What the task asks: Look for the string "Tereci" in the data below, and copy each line that holds it.

Stored data entries:
※ ※ ※
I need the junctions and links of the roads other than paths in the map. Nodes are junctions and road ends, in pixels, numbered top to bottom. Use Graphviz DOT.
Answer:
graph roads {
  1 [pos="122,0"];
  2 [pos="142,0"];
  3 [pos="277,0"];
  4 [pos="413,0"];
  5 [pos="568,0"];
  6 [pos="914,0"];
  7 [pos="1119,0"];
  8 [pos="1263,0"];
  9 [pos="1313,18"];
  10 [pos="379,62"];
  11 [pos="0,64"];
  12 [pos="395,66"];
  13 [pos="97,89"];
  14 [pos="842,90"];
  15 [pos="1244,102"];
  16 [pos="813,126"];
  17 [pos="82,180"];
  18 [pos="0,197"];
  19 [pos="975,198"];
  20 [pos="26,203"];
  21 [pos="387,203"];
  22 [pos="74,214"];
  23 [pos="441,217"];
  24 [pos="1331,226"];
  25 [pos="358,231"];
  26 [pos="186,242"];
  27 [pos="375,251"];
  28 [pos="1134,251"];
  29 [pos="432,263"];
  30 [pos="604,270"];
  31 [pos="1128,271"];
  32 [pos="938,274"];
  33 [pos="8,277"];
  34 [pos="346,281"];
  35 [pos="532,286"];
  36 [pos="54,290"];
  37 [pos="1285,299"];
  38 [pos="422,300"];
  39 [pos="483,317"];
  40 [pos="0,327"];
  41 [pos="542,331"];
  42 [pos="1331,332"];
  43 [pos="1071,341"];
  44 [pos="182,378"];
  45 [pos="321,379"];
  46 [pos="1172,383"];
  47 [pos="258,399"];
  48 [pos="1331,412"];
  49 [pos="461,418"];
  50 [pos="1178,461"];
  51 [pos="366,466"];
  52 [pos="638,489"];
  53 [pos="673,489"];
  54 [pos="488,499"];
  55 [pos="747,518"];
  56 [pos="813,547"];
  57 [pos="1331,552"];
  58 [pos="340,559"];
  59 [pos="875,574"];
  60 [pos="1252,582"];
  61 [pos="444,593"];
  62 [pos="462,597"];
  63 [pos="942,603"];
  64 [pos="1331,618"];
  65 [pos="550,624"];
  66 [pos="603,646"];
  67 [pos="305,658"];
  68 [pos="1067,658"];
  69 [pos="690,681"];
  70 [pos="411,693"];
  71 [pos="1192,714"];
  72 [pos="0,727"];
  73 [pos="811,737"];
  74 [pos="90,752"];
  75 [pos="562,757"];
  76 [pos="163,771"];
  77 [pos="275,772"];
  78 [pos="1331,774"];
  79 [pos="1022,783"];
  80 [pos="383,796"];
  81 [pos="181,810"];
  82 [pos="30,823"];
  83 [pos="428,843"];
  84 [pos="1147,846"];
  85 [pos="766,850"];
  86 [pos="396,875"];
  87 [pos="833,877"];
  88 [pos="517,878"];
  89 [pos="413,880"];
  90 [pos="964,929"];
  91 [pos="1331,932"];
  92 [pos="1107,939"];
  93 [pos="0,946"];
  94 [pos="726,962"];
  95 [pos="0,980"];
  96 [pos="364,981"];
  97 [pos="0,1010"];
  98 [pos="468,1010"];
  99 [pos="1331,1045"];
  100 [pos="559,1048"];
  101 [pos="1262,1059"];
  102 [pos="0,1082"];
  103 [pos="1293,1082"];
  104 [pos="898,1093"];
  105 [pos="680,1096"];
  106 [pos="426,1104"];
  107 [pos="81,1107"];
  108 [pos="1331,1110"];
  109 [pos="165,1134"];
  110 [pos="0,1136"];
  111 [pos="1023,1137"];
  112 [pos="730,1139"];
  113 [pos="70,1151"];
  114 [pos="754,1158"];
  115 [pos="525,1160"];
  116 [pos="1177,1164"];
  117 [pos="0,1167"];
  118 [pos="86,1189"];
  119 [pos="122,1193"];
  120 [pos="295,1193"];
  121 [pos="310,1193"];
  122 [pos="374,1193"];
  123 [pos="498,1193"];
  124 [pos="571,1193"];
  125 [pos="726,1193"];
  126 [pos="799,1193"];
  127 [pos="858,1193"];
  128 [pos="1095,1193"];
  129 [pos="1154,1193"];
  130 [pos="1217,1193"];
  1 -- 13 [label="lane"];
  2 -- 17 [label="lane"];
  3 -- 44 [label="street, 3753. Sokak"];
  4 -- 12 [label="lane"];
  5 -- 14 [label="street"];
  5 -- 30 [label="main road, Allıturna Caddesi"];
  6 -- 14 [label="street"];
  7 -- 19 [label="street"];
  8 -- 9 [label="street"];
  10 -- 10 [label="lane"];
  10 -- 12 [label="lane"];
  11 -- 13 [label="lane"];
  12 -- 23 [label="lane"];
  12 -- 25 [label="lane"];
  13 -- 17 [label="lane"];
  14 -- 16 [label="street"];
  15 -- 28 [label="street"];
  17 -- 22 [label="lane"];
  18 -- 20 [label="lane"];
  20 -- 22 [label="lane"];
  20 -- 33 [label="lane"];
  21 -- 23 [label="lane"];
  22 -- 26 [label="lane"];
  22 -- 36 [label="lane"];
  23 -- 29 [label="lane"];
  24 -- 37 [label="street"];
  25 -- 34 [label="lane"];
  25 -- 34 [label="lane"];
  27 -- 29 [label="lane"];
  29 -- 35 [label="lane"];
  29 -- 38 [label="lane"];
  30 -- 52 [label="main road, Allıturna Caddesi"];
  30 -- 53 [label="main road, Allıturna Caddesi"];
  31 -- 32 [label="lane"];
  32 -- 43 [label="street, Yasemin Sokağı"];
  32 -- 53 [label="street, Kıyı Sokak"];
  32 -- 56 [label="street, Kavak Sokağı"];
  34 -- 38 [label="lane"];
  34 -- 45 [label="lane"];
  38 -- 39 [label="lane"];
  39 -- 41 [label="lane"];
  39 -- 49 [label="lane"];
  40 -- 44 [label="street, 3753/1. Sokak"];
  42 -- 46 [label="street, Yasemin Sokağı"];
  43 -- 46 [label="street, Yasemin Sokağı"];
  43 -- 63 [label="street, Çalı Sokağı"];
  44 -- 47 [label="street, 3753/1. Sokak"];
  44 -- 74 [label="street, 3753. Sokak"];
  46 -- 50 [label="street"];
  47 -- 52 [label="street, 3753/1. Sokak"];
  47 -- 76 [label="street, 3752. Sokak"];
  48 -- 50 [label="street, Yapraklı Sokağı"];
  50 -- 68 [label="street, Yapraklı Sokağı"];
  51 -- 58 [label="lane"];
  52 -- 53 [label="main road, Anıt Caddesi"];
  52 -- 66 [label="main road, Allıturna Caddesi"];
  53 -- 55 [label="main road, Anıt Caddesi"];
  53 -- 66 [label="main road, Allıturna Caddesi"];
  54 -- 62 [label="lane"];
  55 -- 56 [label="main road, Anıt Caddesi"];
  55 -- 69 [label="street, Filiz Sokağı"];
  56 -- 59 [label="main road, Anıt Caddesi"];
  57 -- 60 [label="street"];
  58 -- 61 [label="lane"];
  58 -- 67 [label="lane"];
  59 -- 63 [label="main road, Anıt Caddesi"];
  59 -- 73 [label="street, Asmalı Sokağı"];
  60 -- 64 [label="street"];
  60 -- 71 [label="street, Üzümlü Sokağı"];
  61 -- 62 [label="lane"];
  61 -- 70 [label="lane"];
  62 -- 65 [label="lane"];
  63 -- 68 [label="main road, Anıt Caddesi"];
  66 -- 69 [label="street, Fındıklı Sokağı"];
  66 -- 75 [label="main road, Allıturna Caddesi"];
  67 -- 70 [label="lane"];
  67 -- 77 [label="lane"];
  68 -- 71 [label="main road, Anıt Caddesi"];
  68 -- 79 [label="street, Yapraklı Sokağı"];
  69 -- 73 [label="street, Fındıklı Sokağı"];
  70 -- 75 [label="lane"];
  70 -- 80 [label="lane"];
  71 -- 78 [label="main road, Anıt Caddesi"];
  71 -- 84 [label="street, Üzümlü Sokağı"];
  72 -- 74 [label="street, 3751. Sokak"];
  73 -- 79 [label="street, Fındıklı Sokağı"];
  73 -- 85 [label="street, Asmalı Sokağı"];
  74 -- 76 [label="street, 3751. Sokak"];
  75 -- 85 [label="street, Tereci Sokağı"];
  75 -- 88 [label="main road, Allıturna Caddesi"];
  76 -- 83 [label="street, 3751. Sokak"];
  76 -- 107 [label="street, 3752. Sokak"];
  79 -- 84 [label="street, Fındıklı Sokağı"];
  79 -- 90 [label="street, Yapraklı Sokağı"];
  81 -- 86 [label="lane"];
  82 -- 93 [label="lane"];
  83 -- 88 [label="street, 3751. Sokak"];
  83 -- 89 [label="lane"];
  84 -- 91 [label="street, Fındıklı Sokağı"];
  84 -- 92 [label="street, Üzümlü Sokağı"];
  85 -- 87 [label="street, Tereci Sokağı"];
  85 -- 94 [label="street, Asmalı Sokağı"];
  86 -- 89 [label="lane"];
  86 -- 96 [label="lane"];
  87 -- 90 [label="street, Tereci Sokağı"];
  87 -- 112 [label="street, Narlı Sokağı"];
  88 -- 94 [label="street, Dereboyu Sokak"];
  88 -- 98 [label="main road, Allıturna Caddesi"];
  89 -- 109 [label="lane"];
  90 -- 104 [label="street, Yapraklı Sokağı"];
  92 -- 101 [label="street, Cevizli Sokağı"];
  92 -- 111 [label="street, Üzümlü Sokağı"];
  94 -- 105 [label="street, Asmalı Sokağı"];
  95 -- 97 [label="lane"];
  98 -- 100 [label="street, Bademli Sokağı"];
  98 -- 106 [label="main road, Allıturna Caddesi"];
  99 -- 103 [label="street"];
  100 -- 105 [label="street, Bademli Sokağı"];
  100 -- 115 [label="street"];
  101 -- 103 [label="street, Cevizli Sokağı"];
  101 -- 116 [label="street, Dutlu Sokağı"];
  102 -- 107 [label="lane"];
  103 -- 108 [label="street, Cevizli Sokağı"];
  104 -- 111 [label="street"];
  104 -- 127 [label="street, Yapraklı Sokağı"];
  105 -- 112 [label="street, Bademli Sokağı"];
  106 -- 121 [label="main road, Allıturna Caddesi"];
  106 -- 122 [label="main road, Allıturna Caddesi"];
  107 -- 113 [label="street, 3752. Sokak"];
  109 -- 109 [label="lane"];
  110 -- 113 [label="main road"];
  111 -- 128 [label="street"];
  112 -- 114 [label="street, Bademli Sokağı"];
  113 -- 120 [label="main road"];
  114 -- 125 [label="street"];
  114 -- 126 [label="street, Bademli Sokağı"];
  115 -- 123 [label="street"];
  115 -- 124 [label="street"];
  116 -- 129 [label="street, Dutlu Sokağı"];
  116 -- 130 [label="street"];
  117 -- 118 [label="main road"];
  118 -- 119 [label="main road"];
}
※ ※ ※
Solved exercise:
  75 -- 85 [label="street, Tereci Sokağı"];
  85 -- 87 [label="street, Tereci Sokağı"];
  87 -- 90 [label="street, Tereci Sokağı"];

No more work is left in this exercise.